A minor annoyance? Not really. It’s actually one of the reasons I am considering leaving nursing, because if a physician is too busy to write or cosign an order, and I have carried it out, my license is on the line, and I’m not cool with that.

The more I work the less I blog.

In a perfect world it would be the other way around.

Fortunately, my husband has just landed a sweet new job and will be compensated enough so that I no longer have to work. (Don’t hate me, please.) It’s brought about an interesting question:

Would you continue to be a nurse if financially you didn’t have to?

In my case, I’m not quite ready to figure out what I will be doing with this new financial freedom. My full-time contract will be finished on April 12th. There are so many options. For now, I will definitely be spending a lot more time at home with baby Ben, and I will continue to work 1-2 days a week at the hospital, just to stay in the game.

In the meantime this is what I’m considering:

  • Full time mom (and blogging as much as I can)
  • Picking up where I left off with web/graphic design (freelancing maybe?)
  • Graduate school (In what though? Health care IT? MBA? MFA? I’m all over the place with this one)

Notice the lack of the word “nursing” in any of these options.

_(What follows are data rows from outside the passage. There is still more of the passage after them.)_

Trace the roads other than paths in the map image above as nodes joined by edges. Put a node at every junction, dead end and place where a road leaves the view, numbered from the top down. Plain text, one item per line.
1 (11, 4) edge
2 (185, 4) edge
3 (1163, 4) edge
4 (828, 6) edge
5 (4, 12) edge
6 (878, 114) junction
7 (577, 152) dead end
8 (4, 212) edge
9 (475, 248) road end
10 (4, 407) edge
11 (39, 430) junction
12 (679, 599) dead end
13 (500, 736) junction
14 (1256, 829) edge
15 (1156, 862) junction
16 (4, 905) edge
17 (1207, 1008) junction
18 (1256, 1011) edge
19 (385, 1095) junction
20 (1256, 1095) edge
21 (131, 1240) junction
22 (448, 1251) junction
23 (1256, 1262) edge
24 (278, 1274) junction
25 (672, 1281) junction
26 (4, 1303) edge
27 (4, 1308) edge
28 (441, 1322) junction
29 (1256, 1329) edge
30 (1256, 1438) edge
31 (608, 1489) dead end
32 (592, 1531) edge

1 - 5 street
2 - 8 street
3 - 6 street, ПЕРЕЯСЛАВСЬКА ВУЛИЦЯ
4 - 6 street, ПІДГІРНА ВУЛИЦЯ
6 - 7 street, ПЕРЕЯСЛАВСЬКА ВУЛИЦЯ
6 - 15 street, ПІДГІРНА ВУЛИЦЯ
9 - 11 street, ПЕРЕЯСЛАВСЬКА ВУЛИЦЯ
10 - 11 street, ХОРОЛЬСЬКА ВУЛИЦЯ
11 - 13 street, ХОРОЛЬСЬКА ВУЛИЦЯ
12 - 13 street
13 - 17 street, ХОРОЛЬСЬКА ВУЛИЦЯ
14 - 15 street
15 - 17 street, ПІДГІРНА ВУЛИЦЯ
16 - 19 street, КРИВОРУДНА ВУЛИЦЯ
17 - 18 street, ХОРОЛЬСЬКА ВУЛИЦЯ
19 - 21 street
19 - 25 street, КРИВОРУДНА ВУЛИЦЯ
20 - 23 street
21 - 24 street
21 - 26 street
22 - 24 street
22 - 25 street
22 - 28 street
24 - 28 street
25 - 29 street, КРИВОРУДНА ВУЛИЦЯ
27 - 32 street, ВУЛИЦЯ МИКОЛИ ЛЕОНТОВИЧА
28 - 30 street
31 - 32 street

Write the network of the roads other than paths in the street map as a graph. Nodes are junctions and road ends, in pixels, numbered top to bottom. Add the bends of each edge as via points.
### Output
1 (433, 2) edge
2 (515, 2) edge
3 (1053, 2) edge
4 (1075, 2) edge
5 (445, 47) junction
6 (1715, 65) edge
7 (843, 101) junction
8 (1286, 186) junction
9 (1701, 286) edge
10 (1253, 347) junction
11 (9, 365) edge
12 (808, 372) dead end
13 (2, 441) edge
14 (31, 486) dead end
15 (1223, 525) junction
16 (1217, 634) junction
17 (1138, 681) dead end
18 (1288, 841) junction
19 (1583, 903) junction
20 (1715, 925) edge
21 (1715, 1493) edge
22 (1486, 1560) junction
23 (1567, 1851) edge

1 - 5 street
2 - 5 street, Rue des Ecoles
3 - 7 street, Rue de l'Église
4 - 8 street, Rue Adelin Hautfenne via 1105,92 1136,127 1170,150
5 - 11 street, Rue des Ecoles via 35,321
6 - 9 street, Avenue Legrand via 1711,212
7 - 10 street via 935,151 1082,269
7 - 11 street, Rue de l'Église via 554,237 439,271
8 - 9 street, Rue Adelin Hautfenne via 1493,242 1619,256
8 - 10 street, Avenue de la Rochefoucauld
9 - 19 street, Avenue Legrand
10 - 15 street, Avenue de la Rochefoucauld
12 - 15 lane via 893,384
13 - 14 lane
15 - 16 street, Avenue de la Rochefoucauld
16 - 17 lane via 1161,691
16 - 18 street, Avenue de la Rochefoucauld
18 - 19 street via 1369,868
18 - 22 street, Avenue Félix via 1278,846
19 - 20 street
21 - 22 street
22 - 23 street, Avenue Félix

Yes, I’m afraid it’s true. I’m kind of losing my passion for nursing. It might simply be that working in the recovery room is less than inspiring. When my contract is up, I’m going to try and pick up some MICU shifts to see if that sparks my interest in nursing once again. In the meantime, I will try and blog about what it is about nursing that’s starting to bother me, and maybe the blogosphere can help me put things in perspective.